[Dataset extract — start]

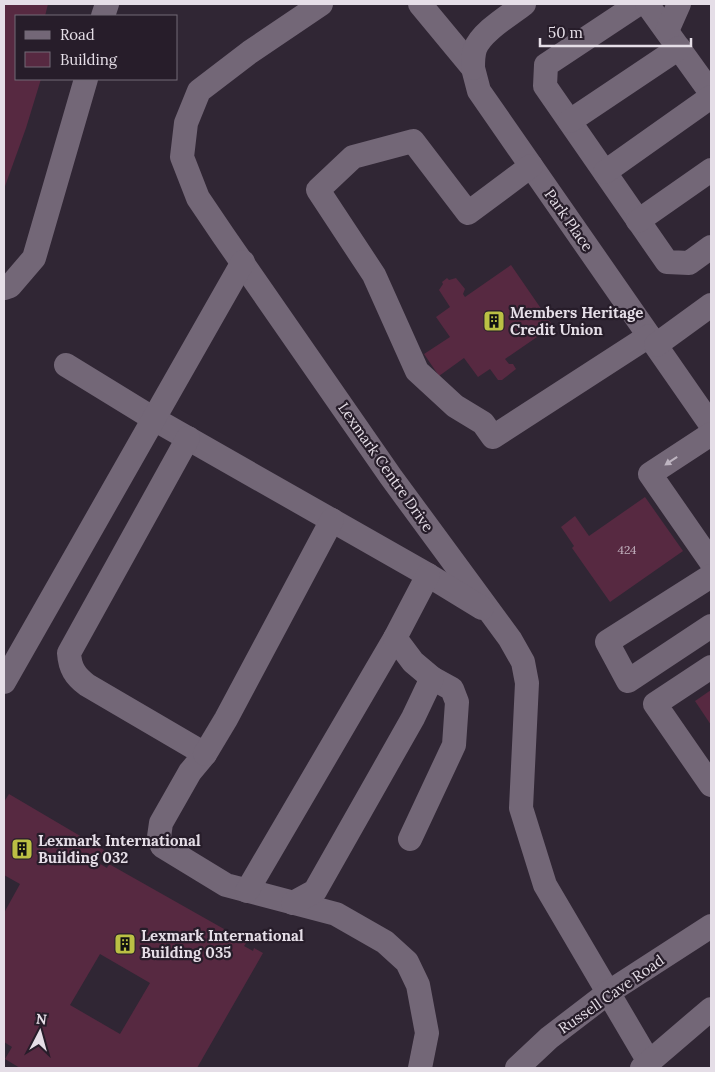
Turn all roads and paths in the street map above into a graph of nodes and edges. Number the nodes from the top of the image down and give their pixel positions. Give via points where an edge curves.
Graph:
1 (321, 4) edge
2 (524, 4) edge
3 (638, 4) edge
4 (646, 4) edge
5 (680, 4) edge
6 (425, 10) edge
7 (673, 40) junction
8 (472, 68) junction
9 (86, 80) edge
10 (711, 95) edge
11 (570, 121) junction
12 (531, 166) junction
13 (711, 170) edge
14 (605, 172) junction
15 (638, 221) junction
16 (711, 247) edge
17 (243, 262) junction
18 (4, 288) edge
19 (711, 305) edge
20 (652, 340) junction
21 (66, 364) dead end
22 (154, 419) junction
23 (711, 425) edge
24 (711, 434) edge
25 (188, 438) junction
26 (332, 520) junction
27 (711, 562) edge
28 (428, 575) junction
29 (711, 576) edge
30 (490, 612) junction
31 (711, 626) edge
32 (395, 638) junction
33 (711, 667) edge
34 (432, 678) junction
35 (4, 682) edge
36 (205, 754) junction
37 (711, 785) edge
38 (410, 839) dead end
39 (247, 891) junction
40 (293, 903) junction
41 (711, 926) edge
42 (609, 992) junction
43 (708, 1015) edge
44 (646, 1065) edge
45 (420, 1068) edge
46 (517, 1068) edge

1 - 17 street, Lexmark Centre Drive via 199,91 186,123 182,157 195,190
2 - 8 street via 481,39
3 - 11 street via 546,64 545,86
4 - 7 street
5 - 7 street
6 - 8 street, Park Place
7 - 10 street
7 - 11 street
8 - 12 street, Park Place via 479,91
9 - 18 street via 34,258 10,286
10 - 14 street
11 - 14 street
12 - 20 street, Park Place
12 - 20 street via 468,213 413,141 353,157 318,190 374,275 417,370 455,406 483,423 493,437
13 - 15 street
14 - 15 street
15 - 16 street via 667,262 689,263
17 - 22 street
17 - 30 street, Lexmark Centre Drive via 391,477
19 - 20 street
20 - 23 street, Park Place
21 - 22 street
22 - 25 street
22 - 35 street
24 -> 27 street via 650,474
25 - 26 street
25 - 36 street via 69,653 76,676 87,685
26 - 28 street
26 - 36 street
28 - 30 street
28 - 32 street
29 - 31 street via 607,642 628,681
30 - 42 street, Lexmark Centre Drive via 524,662 527,684 521,808 545,885
32 - 34 street via 413,662
32 - 39 street
33 - 37 street via 655,704
34 - 38 street via 452,689 457,702 454,745
34 - 40 street via 315,891
36 - 39 street via 190,772 161,823 159,837 162,846 212,877
39 - 40 street
40 - 45 street via 336,914 385,942 407,962 418,985 427,1033
41 - 42 street, Russell Cave Road
42 - 44 street, Lexmark Centre Drive
42 - 46 street, Russell Cave Road via 549,1038
43 - 44 street

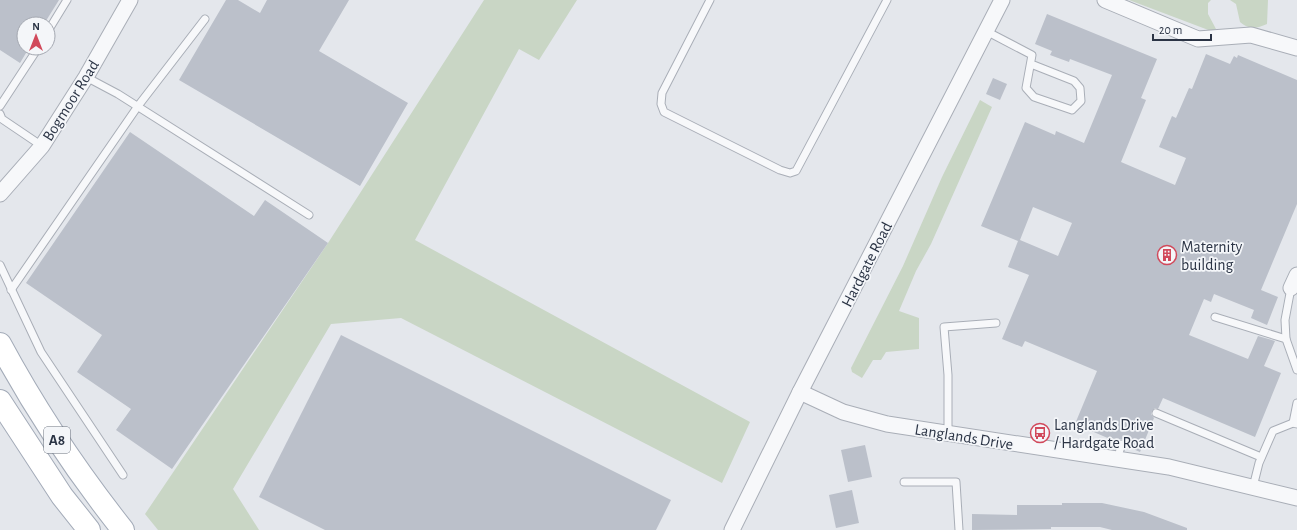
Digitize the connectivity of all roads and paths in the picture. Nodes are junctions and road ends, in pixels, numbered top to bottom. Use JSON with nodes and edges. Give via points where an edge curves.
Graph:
{"nodes":[{"id":1,"x":67,"y":0,"type":"edge"},
{"id":2,"x":130,"y":0,"type":"edge"},
{"id":3,"x":710,"y":0,"type":"edge"},
{"id":4,"x":887,"y":0,"type":"edge"},
{"id":5,"x":1002,"y":0,"type":"edge"},
{"id":6,"x":1105,"y":0,"type":"edge"},
{"id":7,"x":56,"y":18,"type":"edge"},
{"id":8,"x":205,"y":19,"type":"dead end"},
{"id":9,"x":986,"y":31,"type":"junction"},
{"id":10,"x":1297,"y":48,"type":"edge"},
{"id":11,"x":33,"y":56,"type":"edge"},
{"id":12,"x":1030,"y":64,"type":"junction"},
{"id":13,"x":86,"y":77,"type":"junction"},
{"id":14,"x":0,"y":106,"type":"edge"},
{"id":15,"x":138,"y":106,"type":"junction"},
{"id":16,"x":0,"y":114,"type":"edge"},
{"id":17,"x":42,"y":146,"type":"junction"},
{"id":18,"x":0,"y":194,"type":"edge"},
{"id":19,"x":309,"y":215,"type":"dead end"},
{"id":20,"x":0,"y":265,"type":"edge"},
{"id":21,"x":1294,"y":282,"type":"edge"},
{"id":22,"x":11,"y":290,"type":"junction"},
{"id":23,"x":1215,"y":317,"type":"dead end"},
{"id":24,"x":996,"y":323,"type":"dead end"},
{"id":25,"x":1286,"y":339,"type":"junction"},
{"id":26,"x":0,"y":344,"type":"edge"},
{"id":27,"x":1297,"y":370,"type":"edge"},
{"id":28,"x":800,"y":392,"type":"junction"},
{"id":29,"x":0,"y":401,"type":"edge"},
{"id":30,"x":1297,"y":403,"type":"edge"},
{"id":31,"x":1156,"y":413,"type":"dead end"},
{"id":32,"x":1295,"y":424,"type":"edge"},
{"id":33,"x":948,"y":433,"type":"junction"},
{"id":34,"x":1122,"y":444,"type":"dead end"},
{"id":35,"x":1262,"y":457,"type":"junction"},
{"id":36,"x":1117,"y":459,"type":"junction"},
{"id":37,"x":123,"y":475,"type":"dead end"},
{"id":38,"x":904,"y":482,"type":"dead end"},
{"id":39,"x":1253,"y":487,"type":"junction"},
{"id":40,"x":1297,"y":498,"type":"edge"},
{"id":41,"x":89,"y":530,"type":"edge"},
{"id":42,"x":123,"y":530,"type":"edge"},
{"id":43,"x":732,"y":530,"type":"edge"},
{"id":44,"x":959,"y":530,"type":"edge"}],
"edges":[{"from":1,"to":7,"type":"lane"},
{"from":2,"to":13,"type":"street","name":"Bogmoor Road"},
{"from":3,"to":4,"type":"lane","via":[[662,93],[661,104],[664,112],[790,173],[796,172]]},
{"from":5,"to":9,"type":"street","name":"Hardgate Road"},
{"from":6,"to":10,"type":"street","via":[[1198,39],[1251,35]]},
{"from":8,"to":15,"type":"lane"},
{"from":9,"to":12,"type":"lane","via":[[1032,55]]},
{"from":9,"to":28,"type":"street","name":"Hardgate Road"},
{"from":11,"to":14,"type":"lane"},
{"from":12,"to":12,"type":"lane","via":[[1026,88],[1034,97],[1072,110],[1081,101],[1080,88],[1074,81]]},
{"from":13,"to":15,"type":"lane"},
{"from":13,"to":17,"type":"street","name":"Bogmoor Road"},
{"from":15,"to":19,"type":"lane"},
{"from":15,"to":22,"type":"lane"},
{"from":16,"to":17,"type":"lane","via":[[2,119]]},
{"from":17,"to":18,"type":"street","name":"Bogmoor Road"},
{"from":20,"to":22,"type":"lane"},
{"from":21,"to":25,"type":"lane","via":[[1285,320]]},
{"from":22,"to":37,"type":"lane","via":[[41,352]]},
{"from":23,"to":25,"type":"lane"},
{"from":24,"to":33,"type":"lane","via":[[944,327],[948,375]]},
{"from":25,"to":27,"type":"lane"},
{"from":26,"to":42,"type":"main road","number":"A8","via":[[51,431]]},
{"from":28,"to":33,"type":"street","name":"Langlands Drive","via":[[843,412],[887,424]]},
{"from":28,"to":43,"type":"street","name":"Hardgate Road"},
{"from":29,"to":41,"type":"main road","number":"A8","via":[[62,496]]},
{"from":30,"to":32,"type":"lane"},
{"from":31,"to":35,"type":"lane"},
{"from":32,"to":35,"type":"lane","via":[[1274,431]]},
{"from":33,"to":36,"type":"street","name":"Langlands Drive"},
{"from":34,"to":36,"type":"lane"},
{"from":35,"to":39,"type":"lane"},
{"from":36,"to":39,"type":"street","name":"Langlands Drive","via":[[1169,467]]},
{"from":38,"to":44,"type":"lane","via":[[956,482]]},
{"from":39,"to":40,"type":"street","name":"Langlands Drive"}]}
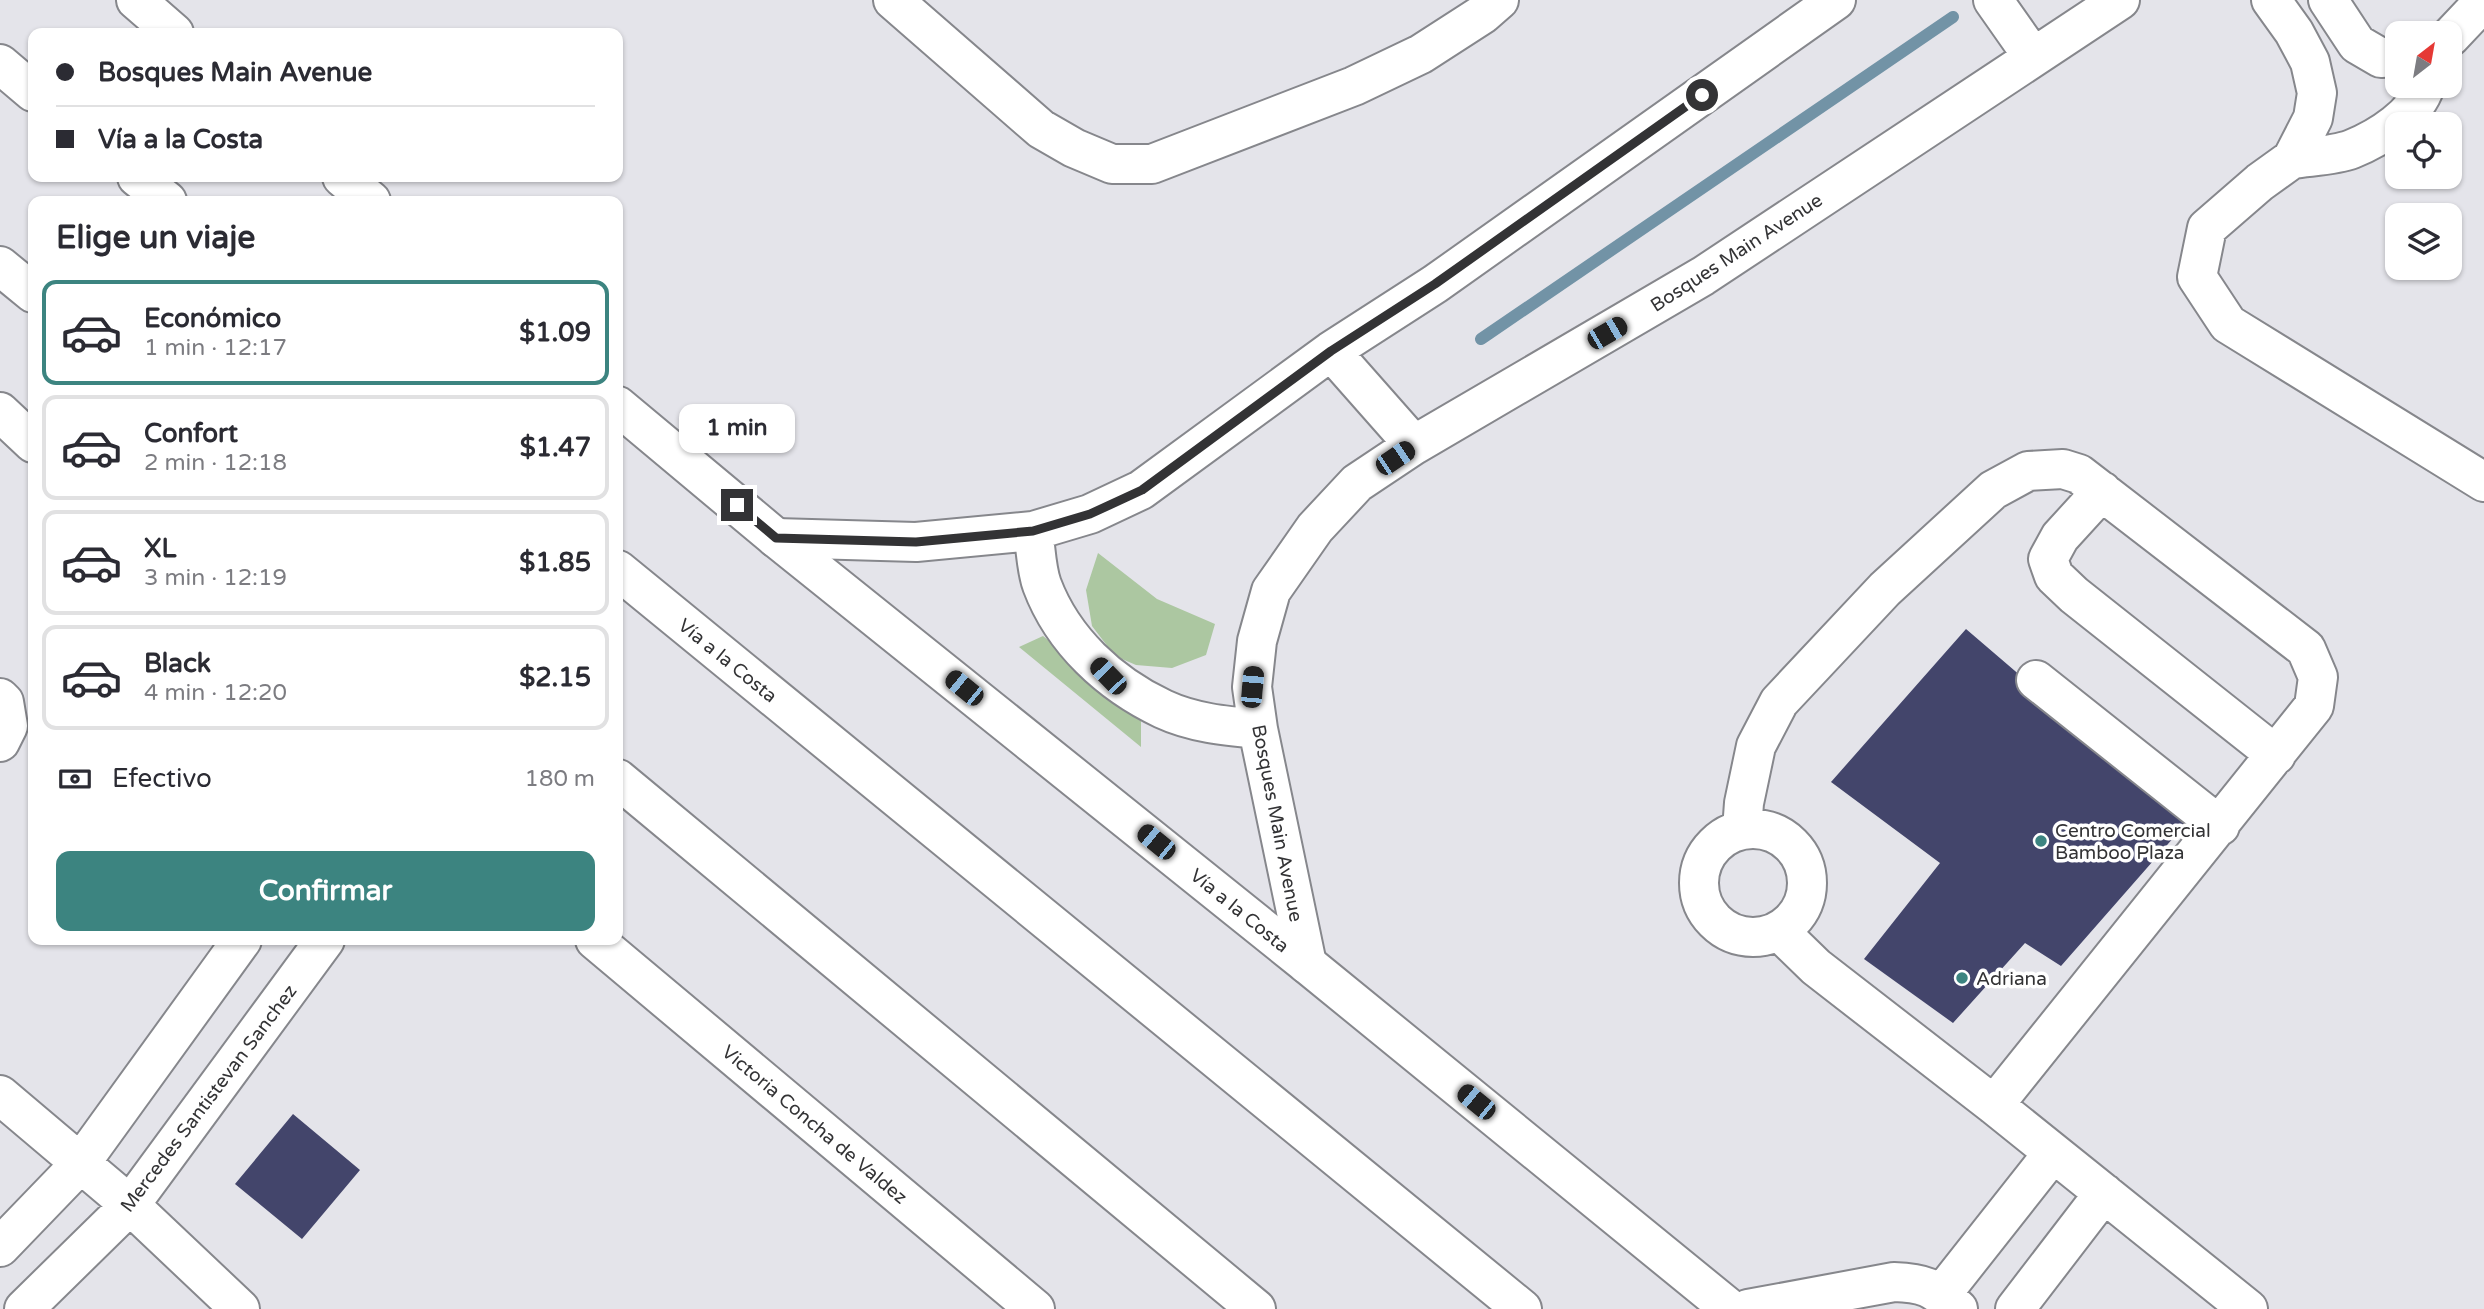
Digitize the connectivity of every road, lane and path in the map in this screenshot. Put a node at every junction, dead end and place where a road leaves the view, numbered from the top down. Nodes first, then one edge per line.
1 (136, 0) edge
2 (893, 0) edge
3 (1499, 0) edge
4 (1836, 0) edge
5 (1993, 0) edge
6 (2120, 0) edge
7 (2271, 0) edge
8 (2328, 0) edge
9 (2484, 1) edge
10 (2462, 24) edge
11 (168, 28) edge
12 (2033, 57) junction
13 (2385, 58) edge
14 (0, 64) edge
15 (28, 88) edge
16 (2419, 98) edge
17 (2292, 159) junction
18 (142, 182) edge
19 (348, 182) edge
20 (161, 196) edge
21 (365, 196) edge
22 (0, 266) edge
23 (28, 289) edge
24 (1331, 351) junction
25 (623, 410) edge
26 (0, 412) edge
27 (28, 438) edge
28 (1414, 445) junction
29 (2484, 482) edge
30 (2102, 491) junction
31 (1033, 531) junction
32 (776, 538) junction
33 (623, 574) edge
34 (2036, 680) dead end
35 (0, 698) edge
36 (1258, 730) junction
37 (0, 742) edge
38 (2276, 755) junction
39 (623, 783) edge
40 (2220, 826) junction
41 (1742, 830) junction
42 (1779, 931) junction
43 (238, 945) edge
44 (321, 945) edge
45 (602, 945) edge
46 (1307, 964) junction
47 (0, 1095) edge
48 (1994, 1105) junction
49 (2053, 1153) junction
50 (80, 1164) junction
51 (2104, 1194) junction
52 (130, 1205) junction
53 (0, 1247) edge
54 (1949, 1302) edge
55 (24, 1309) edge
56 (240, 1309) edge
57 (1035, 1309) edge
58 (1256, 1309) edge
59 (1522, 1309) edge
60 (1730, 1309) edge
61 (1748, 1309) edge
62 (2015, 1309) edge
63 (2248, 1309) edge

1 - 11 main road
2 - 3 main road
4 - 24 main road
5 - 12 main road
6 - 12 main road, Bosques Main Avenue
7 - 17 main road
8 - 13 main road
9 - 10 main road
12 - 28 main road, Bosques Main Avenue
14 - 15 main road
16 - 17 main road
17 - 29 main road
18 - 20 main road
19 - 21 main road
22 - 23 main road
24 - 28 main road
24 - 31 main road
25 - 32 main road, Vía a la Costa
26 - 27 main road
28 - 36 main road, Bosques Main Avenue
30 - 38 main road
30 - 38 main road
30 - 41 main road
31 - 32 main road
31 - 36 main road
32 - 46 main road, Vía a la Costa
33 - 59 main road, Vía a la Costa
34 - 40 main road
35 - 37 main road
36 - 46 main road, Bosques Main Avenue
38 - 40 main road
39 - 58 main road
40 - 48 main road
41 - 42 main road
41 - 42 main road
42 - 48 main road
43 - 50 main road
44 - 52 main road, Mercedes Santistevan Sanchez
45 - 57 main road, Victoria Concha de Valdez
46 - 60 main road, Vía a la Costa
47 - 50 main road
48 - 49 main road
49 - 51 main road
49 - 54 main road
50 - 52 main road
50 - 53 main road
51 - 62 main road
51 - 63 main road
52 - 55 main road, Mercedes Santistevan Sanchez
52 - 56 main road
54 - 61 main road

[Dataset extract — finish]

== Exercise instructions ==
Report each line in the data that holds the word "Centre".

== Response box ==
1 - 17 street, Lexmark Centre Drive via 199,91 186,123 182,157 195,190
17 - 30 street, Lexmark Centre Drive via 391,477
30 - 42 street, Lexmark Centre Drive via 524,662 527,684 521,808 545,885
42 - 44 street, Lexmark Centre Drive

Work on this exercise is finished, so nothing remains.